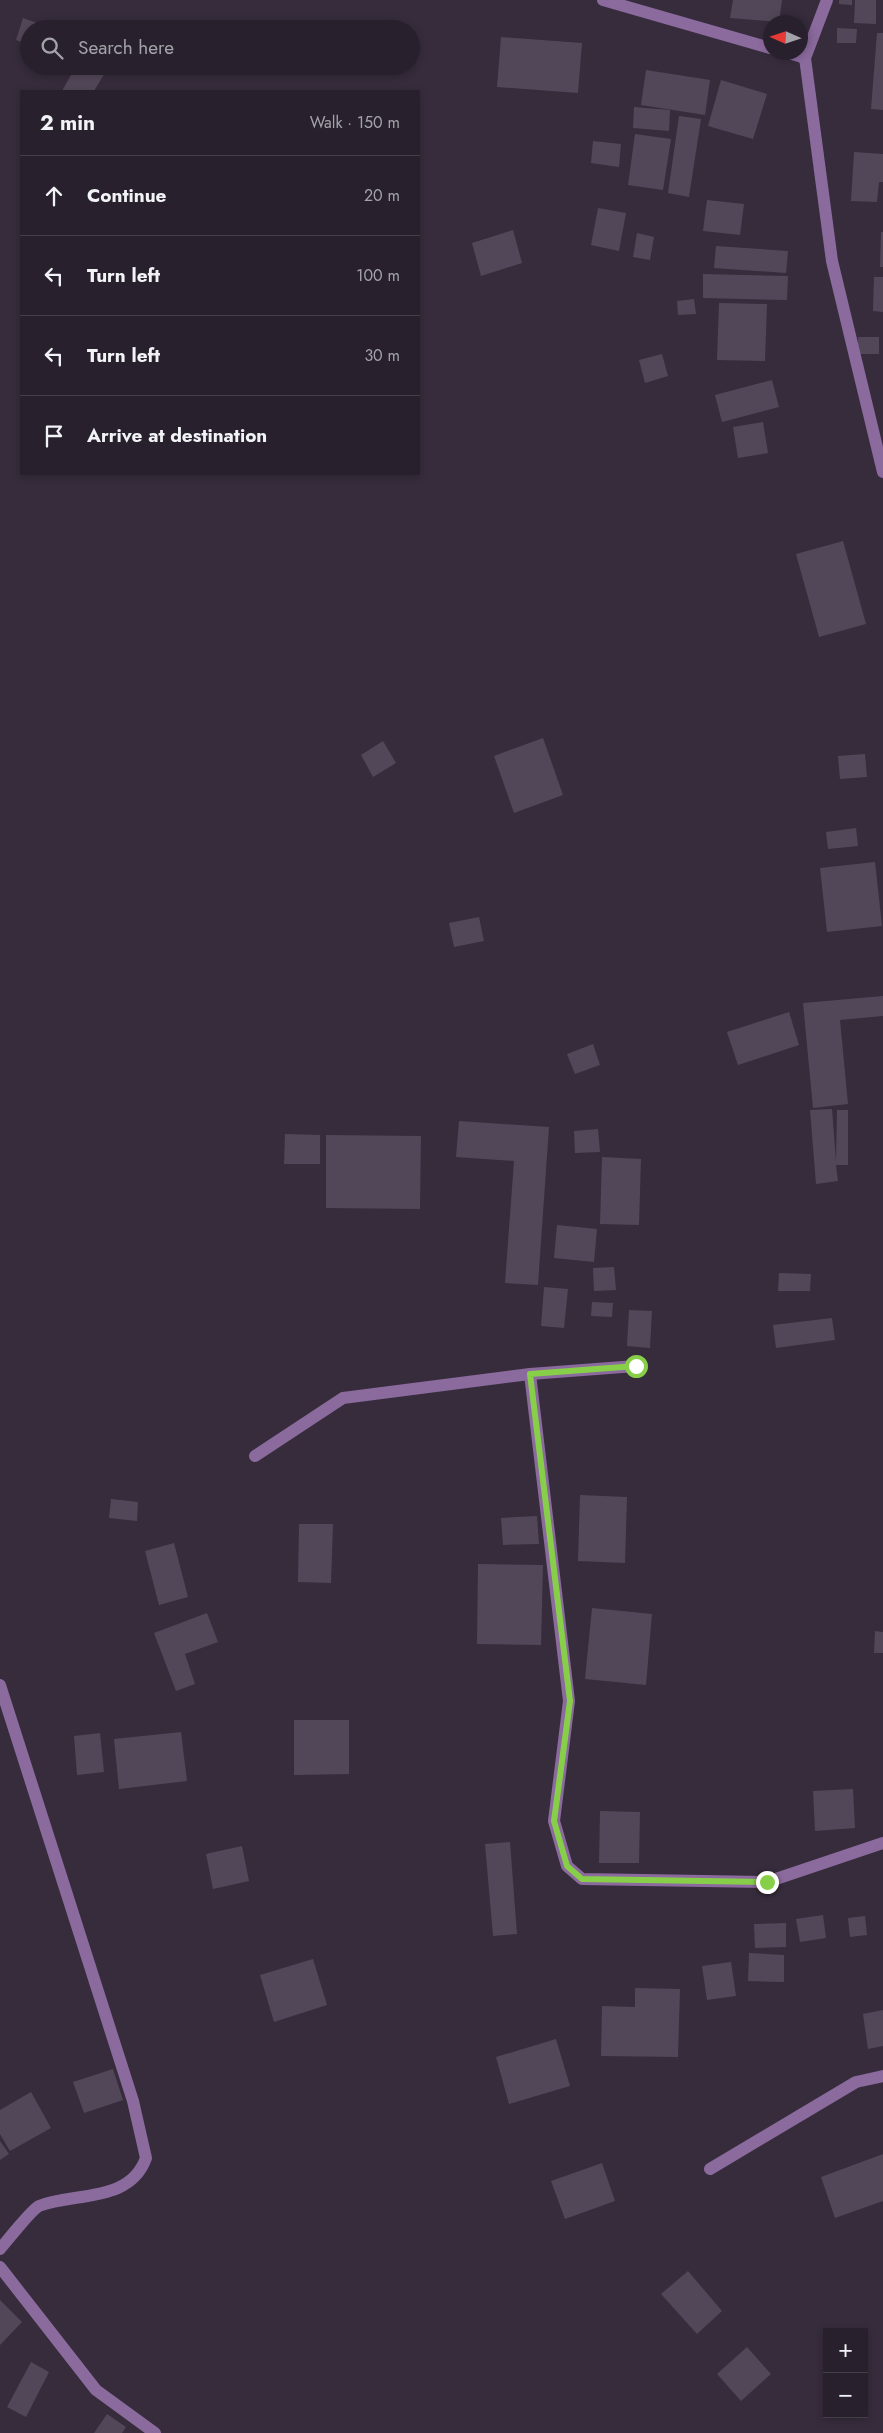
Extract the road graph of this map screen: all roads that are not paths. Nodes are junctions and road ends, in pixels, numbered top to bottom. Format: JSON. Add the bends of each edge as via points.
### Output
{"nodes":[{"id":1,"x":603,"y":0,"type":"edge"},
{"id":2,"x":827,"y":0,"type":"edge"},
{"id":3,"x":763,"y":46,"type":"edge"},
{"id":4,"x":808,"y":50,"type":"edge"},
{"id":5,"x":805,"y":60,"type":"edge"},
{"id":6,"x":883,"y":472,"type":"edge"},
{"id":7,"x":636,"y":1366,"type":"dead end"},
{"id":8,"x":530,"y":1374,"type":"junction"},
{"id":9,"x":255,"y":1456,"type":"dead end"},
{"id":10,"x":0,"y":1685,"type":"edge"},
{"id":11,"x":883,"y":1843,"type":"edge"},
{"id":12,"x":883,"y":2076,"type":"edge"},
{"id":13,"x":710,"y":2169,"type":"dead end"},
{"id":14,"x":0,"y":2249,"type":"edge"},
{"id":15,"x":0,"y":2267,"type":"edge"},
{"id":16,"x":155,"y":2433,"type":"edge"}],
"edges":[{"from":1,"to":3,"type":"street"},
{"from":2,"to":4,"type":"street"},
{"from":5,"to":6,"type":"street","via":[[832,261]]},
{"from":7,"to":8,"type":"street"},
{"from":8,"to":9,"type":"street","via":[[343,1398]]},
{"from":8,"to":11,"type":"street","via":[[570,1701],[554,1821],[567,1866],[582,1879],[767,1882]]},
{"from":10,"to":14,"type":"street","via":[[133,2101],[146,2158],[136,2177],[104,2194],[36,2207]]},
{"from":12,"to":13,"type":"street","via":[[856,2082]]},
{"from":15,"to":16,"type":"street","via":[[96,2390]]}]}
==*==
* EXERCISE DIRECTIONS *
Please print all of the records above exactly, omitting each picture.

* EXERCISE SOLUTION *
Extract the road graph of this map screen: all roads that are not paths. Nodes are junctions and road ends, in pixels, numbered top to bottom. Format: JSON. Add the bends of each edge as via points.
### Output
{"nodes":[{"id":1,"x":603,"y":0,"type":"edge"},
{"id":2,"x":827,"y":0,"type":"edge"},
{"id":3,"x":763,"y":46,"type":"edge"},
{"id":4,"x":808,"y":50,"type":"edge"},
{"id":5,"x":805,"y":60,"type":"edge"},
{"id":6,"x":883,"y":472,"type":"edge"},
{"id":7,"x":636,"y":1366,"type":"dead end"},
{"id":8,"x":530,"y":1374,"type":"junction"},
{"id":9,"x":255,"y":1456,"type":"dead end"},
{"id":10,"x":0,"y":1685,"type":"edge"},
{"id":11,"x":883,"y":1843,"type":"edge"},
{"id":12,"x":883,"y":2076,"type":"edge"},
{"id":13,"x":710,"y":2169,"type":"dead end"},
{"id":14,"x":0,"y":2249,"type":"edge"},
{"id":15,"x":0,"y":2267,"type":"edge"},
{"id":16,"x":155,"y":2433,"type":"edge"}],
"edges":[{"from":1,"to":3,"type":"street"},
{"from":2,"to":4,"type":"street"},
{"from":5,"to":6,"type":"street","via":[[832,261]]},
{"from":7,"to":8,"type":"street"},
{"from":8,"to":9,"type":"street","via":[[343,1398]]},
{"from":8,"to":11,"type":"street","via":[[570,1701],[554,1821],[567,1866],[582,1879],[767,1882]]},
{"from":10,"to":14,"type":"street","via":[[133,2101],[146,2158],[136,2177],[104,2194],[36,2207]]},
{"from":12,"to":13,"type":"street","via":[[856,2082]]},
{"from":15,"to":16,"type":"street","via":[[96,2390]]}]}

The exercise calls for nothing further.